DESCRIPTION OF THE TASK → Find every line in the records below that holds the word "dead", and copy it out.

Stored entries →
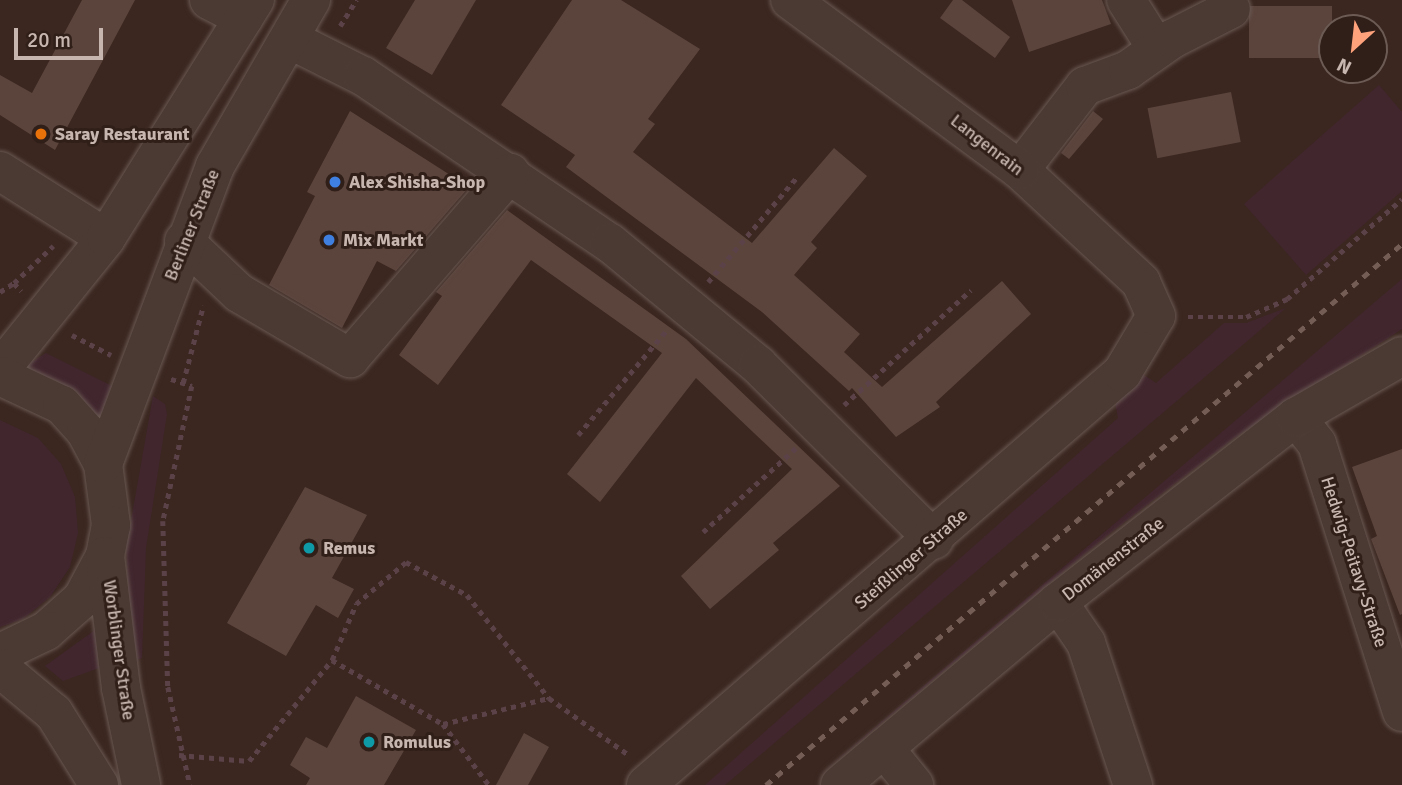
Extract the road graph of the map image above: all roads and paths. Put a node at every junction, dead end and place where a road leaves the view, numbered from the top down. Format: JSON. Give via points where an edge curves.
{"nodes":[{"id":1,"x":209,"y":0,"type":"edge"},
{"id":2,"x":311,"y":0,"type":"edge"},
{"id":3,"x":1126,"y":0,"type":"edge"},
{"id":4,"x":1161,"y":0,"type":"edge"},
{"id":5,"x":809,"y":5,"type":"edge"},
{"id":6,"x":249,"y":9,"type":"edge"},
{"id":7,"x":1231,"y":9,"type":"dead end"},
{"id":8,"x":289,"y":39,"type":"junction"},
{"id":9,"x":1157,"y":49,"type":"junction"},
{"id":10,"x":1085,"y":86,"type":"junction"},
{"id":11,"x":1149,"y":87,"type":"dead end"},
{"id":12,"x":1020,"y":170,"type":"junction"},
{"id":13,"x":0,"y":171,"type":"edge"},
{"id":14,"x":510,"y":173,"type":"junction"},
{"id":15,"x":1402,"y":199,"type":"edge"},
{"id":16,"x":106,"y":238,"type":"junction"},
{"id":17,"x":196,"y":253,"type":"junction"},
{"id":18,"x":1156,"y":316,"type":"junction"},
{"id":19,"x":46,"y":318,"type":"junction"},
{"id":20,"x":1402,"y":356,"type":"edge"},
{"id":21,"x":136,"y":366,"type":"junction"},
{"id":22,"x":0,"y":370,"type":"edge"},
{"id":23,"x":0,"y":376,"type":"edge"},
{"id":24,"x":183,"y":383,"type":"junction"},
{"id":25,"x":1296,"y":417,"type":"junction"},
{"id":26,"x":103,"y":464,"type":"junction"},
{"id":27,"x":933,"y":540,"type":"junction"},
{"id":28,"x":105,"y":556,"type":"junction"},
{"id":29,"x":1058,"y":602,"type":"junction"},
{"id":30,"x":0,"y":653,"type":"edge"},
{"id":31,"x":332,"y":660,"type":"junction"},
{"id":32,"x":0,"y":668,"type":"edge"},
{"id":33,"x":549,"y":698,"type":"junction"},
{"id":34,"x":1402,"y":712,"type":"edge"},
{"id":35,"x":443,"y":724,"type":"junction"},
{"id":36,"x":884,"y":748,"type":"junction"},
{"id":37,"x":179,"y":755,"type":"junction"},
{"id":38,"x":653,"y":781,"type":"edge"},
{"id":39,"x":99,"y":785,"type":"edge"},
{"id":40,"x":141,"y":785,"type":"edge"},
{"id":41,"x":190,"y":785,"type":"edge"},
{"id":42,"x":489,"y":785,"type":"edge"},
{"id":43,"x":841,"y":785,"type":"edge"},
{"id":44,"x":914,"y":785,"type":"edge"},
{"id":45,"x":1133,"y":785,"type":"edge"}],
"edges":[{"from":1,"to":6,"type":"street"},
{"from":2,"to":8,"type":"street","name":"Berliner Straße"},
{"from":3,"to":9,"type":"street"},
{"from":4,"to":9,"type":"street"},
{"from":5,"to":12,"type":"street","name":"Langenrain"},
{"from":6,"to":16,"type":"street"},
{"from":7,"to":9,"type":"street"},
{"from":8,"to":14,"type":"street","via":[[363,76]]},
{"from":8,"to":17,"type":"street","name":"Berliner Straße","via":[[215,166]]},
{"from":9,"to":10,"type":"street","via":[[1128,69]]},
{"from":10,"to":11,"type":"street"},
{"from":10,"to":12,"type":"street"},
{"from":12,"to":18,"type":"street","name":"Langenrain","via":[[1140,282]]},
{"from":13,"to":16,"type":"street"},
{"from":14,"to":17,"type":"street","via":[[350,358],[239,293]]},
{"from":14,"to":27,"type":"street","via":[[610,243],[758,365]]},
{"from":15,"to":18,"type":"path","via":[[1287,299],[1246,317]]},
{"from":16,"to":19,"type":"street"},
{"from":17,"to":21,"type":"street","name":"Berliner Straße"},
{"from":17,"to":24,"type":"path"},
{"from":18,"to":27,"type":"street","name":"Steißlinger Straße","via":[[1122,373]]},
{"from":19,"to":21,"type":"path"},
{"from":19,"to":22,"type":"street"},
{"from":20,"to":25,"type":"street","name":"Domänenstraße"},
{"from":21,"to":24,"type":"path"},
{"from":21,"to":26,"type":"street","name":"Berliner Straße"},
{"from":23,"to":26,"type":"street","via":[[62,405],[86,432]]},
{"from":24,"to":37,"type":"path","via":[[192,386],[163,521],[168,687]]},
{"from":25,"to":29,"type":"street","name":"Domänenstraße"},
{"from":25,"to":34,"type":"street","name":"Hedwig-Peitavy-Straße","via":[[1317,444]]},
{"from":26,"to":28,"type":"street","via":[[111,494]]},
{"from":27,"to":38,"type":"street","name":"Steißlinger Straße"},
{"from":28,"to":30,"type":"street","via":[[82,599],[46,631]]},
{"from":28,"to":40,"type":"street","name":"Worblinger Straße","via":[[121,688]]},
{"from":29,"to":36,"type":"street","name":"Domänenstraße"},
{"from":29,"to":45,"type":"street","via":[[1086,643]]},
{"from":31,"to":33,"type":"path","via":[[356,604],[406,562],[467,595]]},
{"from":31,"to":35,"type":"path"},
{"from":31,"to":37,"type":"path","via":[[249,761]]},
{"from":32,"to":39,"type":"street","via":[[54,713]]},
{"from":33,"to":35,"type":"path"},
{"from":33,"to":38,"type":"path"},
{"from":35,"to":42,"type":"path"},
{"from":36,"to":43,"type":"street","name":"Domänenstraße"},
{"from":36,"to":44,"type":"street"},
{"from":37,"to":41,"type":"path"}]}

RESULT →
Extract the road graph of the map image above: all roads and paths. Put a node at every junction, dead end and place where a road leaves the view, numbered from the top down. Format: JSON. Give via points where an edge curves.
{"id":7,"x":1231,"y":9,"type":"dead end"},
{"id":11,"x":1149,"y":87,"type":"dead end"},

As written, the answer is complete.